BTW, I see you guys both responded the next day, but I never got a notification, even though I’m “subscribed” to the topic. I came back today intended to add an “anybody…? please…?” nudge, and was pleasantly surprised to see your helpful comments.

Not that big a deal, but any idea why I might not be getting notifications from the forum?

For normal album mastering, I usually alternate or stagger each song between 2 stereo tracks to make for easy crossfading if needed, and only apply plugins to clips and the montage master, I rarely use the “track” effect option although it could also save you some instances in some situations. The stair-step approach can work too, there are little magnifying glasses on the right side of the waveform view window in montage to control how tall or short a track is.
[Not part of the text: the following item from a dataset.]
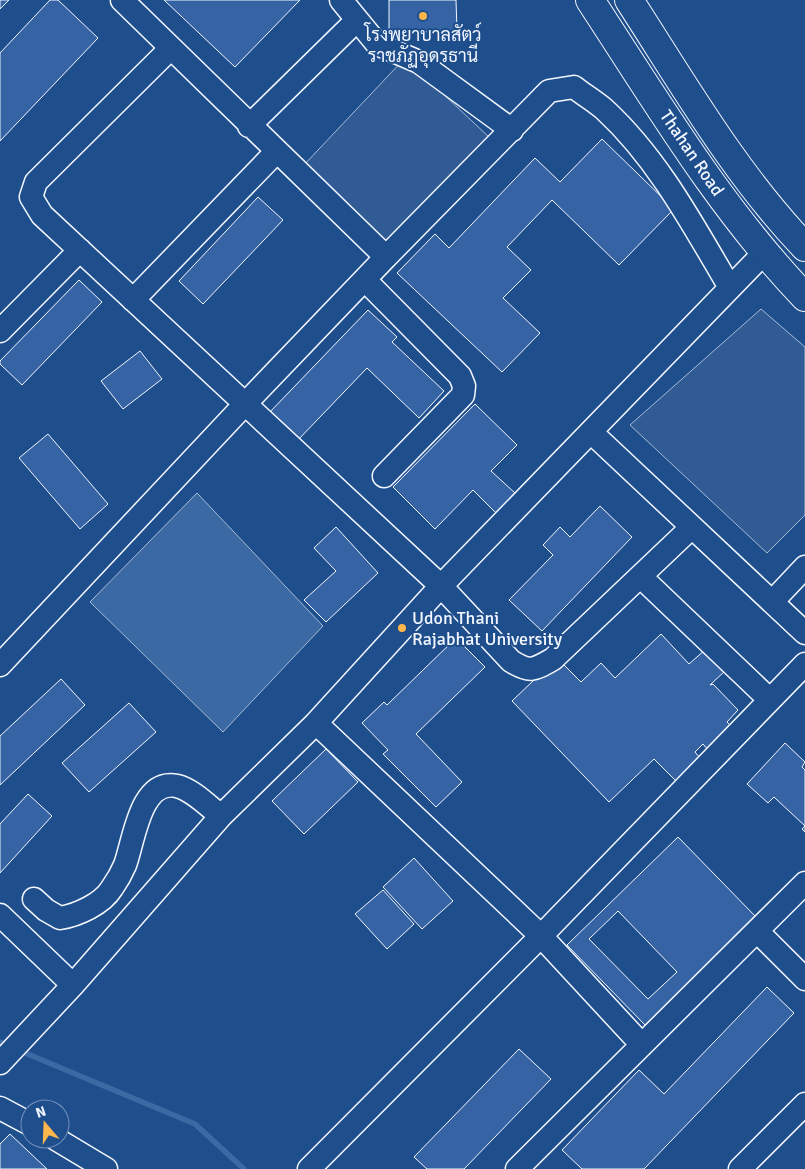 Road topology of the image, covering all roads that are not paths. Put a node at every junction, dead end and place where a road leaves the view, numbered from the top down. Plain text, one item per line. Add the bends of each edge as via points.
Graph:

However, just using two stereo tracks makes it easier to see everything. I personally tend to use more simple plugins at the clip level, and save the heavy CPU limiters and tape simulations for the montage master so it’s just one instance. This is where plugin automation would be nice :smiley:

There is also a fold/unfold track arrow option for each track near the mute and solo buttons (see scree shot attached).

You can use the workspace settings to remove or relocate other tool windows to another screen and then maximize the waveform space.
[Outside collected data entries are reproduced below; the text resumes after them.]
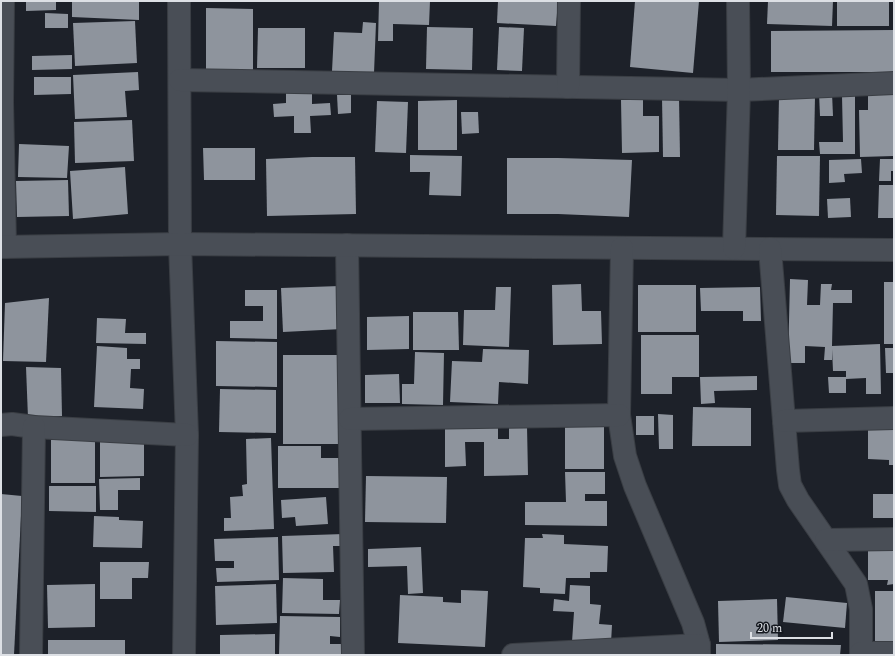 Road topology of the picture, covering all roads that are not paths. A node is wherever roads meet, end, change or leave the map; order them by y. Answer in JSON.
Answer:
{"nodes":[{"id":1,"x":3,"y":1,"type":"edge"},
{"id":2,"x":179,"y":1,"type":"edge"},
{"id":3,"x":568,"y":1,"type":"edge"},
{"id":4,"x":738,"y":1,"type":"edge"},
{"id":5,"x":180,"y":80,"type":"junction"},
{"id":6,"x":894,"y":83,"type":"edge"},
{"id":7,"x":568,"y":87,"type":"junction"},
{"id":8,"x":739,"y":90,"type":"junction"},
{"id":9,"x":2,"y":102,"type":"edge"},
{"id":10,"x":180,"y":244,"type":"junction"},
{"id":11,"x":347,"y":245,"type":"junction"},
{"id":12,"x":3,"y":247,"type":"edge"},
{"id":13,"x":622,"y":248,"type":"junction"},
{"id":14,"x":734,"y":248,"type":"junction"},
{"id":15,"x":770,"y":248,"type":"junction"},
{"id":16,"x":894,"y":250,"type":"edge"},
{"id":17,"x":619,"y":415,"type":"junction"},
{"id":18,"x":894,"y":418,"type":"edge"},
{"id":19,"x":350,"y":419,"type":"junction"},
{"id":20,"x":784,"y":421,"type":"junction"},
{"id":21,"x":1,"y":425,"type":"edge"},
{"id":22,"x":34,"y":427,"type":"junction"},
{"id":23,"x":187,"y":435,"type":"junction"},
{"id":24,"x":894,"y":539,"type":"edge"},
{"id":25,"x":826,"y":540,"type":"junction"},
{"id":26,"x":699,"y":650,"type":"edge"},
{"id":27,"x":894,"y":653,"type":"edge"},
{"id":28,"x":861,"y":654,"type":"edge"},
{"id":29,"x":31,"y":655,"type":"edge"},
{"id":30,"x":184,"y":655,"type":"edge"},
{"id":31,"x":353,"y":655,"type":"edge"},
{"id":32,"x":513,"y":655,"type":"edge"}],
"edges":[{"from":1,"to":9,"type":"street"},
{"from":2,"to":5,"type":"street"},
{"from":3,"to":7,"type":"street"},
{"from":4,"to":8,"type":"street"},
{"from":5,"to":7,"type":"street"},
{"from":5,"to":10,"type":"street"},
{"from":6,"to":8,"type":"street"},
{"from":7,"to":8,"type":"street"},
{"from":8,"to":14,"type":"street"},
{"from":9,"to":12,"type":"street"},
{"from":10,"to":11,"type":"street"},
{"from":10,"to":12,"type":"street"},
{"from":10,"to":23,"type":"street"},
{"from":11,"to":13,"type":"street"},
{"from":11,"to":19,"type":"street"},
{"from":13,"to":14,"type":"street"},
{"from":13,"to":17,"type":"street"},
{"from":14,"to":15,"type":"street"},
{"from":15,"to":16,"type":"street"},
{"from":15,"to":20,"type":"street"},
{"from":17,"to":19,"type":"street"},
{"from":17,"to":26,"type":"street"},
{"from":18,"to":20,"type":"street"},
{"from":19,"to":31,"type":"street"},
{"from":20,"to":25,"type":"street"},
{"from":21,"to":22,"type":"street"},
{"from":22,"to":23,"type":"street"},
{"from":22,"to":29,"type":"street"},
{"from":23,"to":30,"type":"street"},
{"from":24,"to":25,"type":"street"},
{"from":25,"to":28,"type":"street"},
{"from":26,"to":32,"type":"street"},
{"from":27,"to":28,"type":"street"}]}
Ozone 5 full is a pretty CPU intense plugin if you use the main version with all modules. I usually apply final limiting to just the montage master so there is only one instance running, and then EQ and other basic plugins on the individual clips. Any Ozone work I do at the clip level is usually just one module like dynamics or EQ, one advantage to owning the advanced version of Ozone 5. I’ve since found other final limiters that I like better than Ozone 5, but the EQ and other modules are still useful because they can do M/S if needed.

I wish the superclip only rendered effects that pertain to the clips themselves, and didn’t include the master effects. For me, it makes it unusable, or hard to use. I have to disable any montage master effects before rendering a superclip, otherwise the master effects could be applied twice if not care.
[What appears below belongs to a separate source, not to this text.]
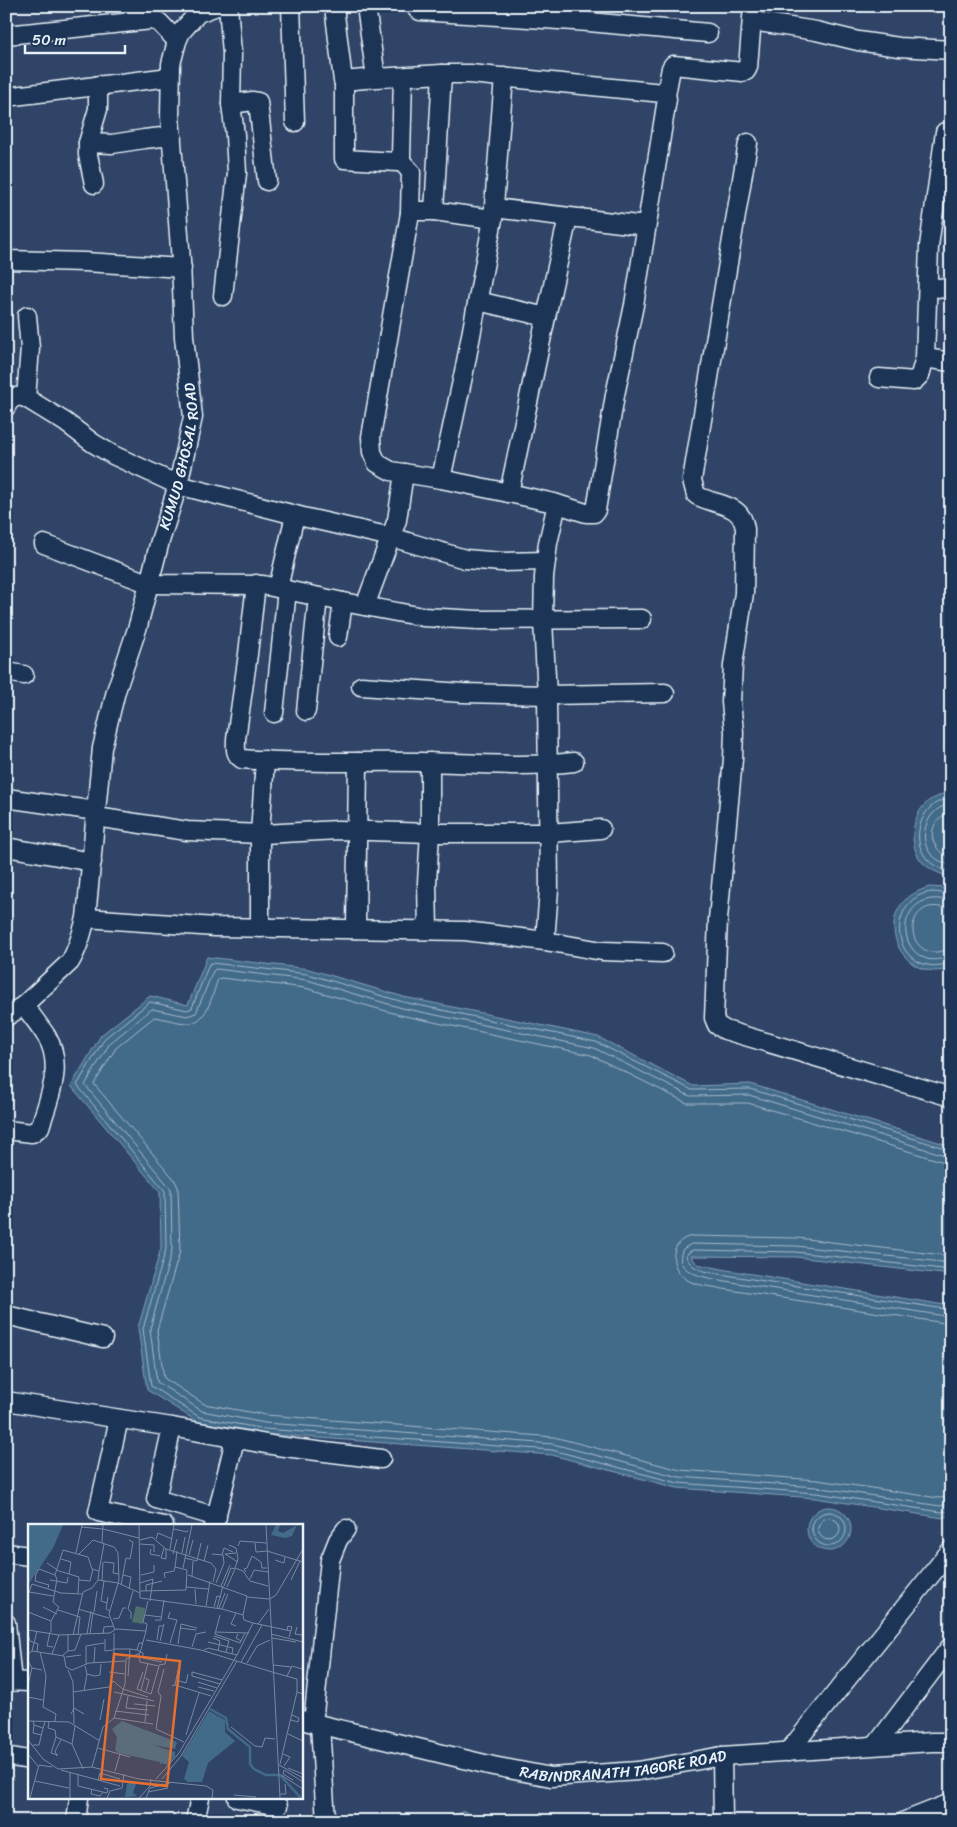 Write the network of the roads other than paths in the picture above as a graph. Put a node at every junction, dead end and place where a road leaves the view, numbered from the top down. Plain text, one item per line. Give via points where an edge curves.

It’s not extremely obvious, but the “clips” tab has an FX column to tell you if a clip has a plugin on it. You have to look at the plugin itself, or flip to the effects tab to see if the plugin is enabled or not. It’s not as clear as viewing effects in Pro Tools or most other DAWs for recording and mixing.
Screen Shot 2014-08-11 at 12.00.23 PM.png

Thanks. I’ve noticed the “fold/unfold” option, but have no idea what it does, so I’ve never tried it.

When you create a superclip, does it encode plugins from the “Master section” as well, or just the montage master?

The last time I tried a superclip, I believe that montage master and master sections were included to my surprise. I’ll have to test this again sometime this week. I rarely have need for them so I can’t say for sure.

I think I mentioned it to PG, but when it comes to making a superclip, I’d like to see an option that only renders or applies plugins and effects that are related to the clips being merged, and nothing of the track, montage master, or master section plugins.

The reason for this is because I just want to combine a bunch of clips and their clip-level plugins into one continuous clip. I would want the combined clips to sound the same after combined in a montage without having to bypass all track and master plugins when creating the superclip and then re-enabling.


just yesterday i tried to use wavelab for album mastering.
Until now i always used Pro Tools to do the actual premastering including my analog chain, and then compiling the CD or DDP in WL.
And i was wondering how other people use WL in their workflow.

In Pro Tools i have my clip, which i send to a bus, where i have my i/o plugin, to insert the analog chain. And a EQ and Limiter as plugin after that.
That signal goes to a track input where i record the result. Works.

In WL i have set up my chain in the Master Effect Section, i.e. the External Audio plugin and other plugins like my Limiter.
I load the single Tracks into the Audio File window, work on my settings and if i like it, then i record the playback (!) through the record panel.
So i can quality check the resulting file already while recording.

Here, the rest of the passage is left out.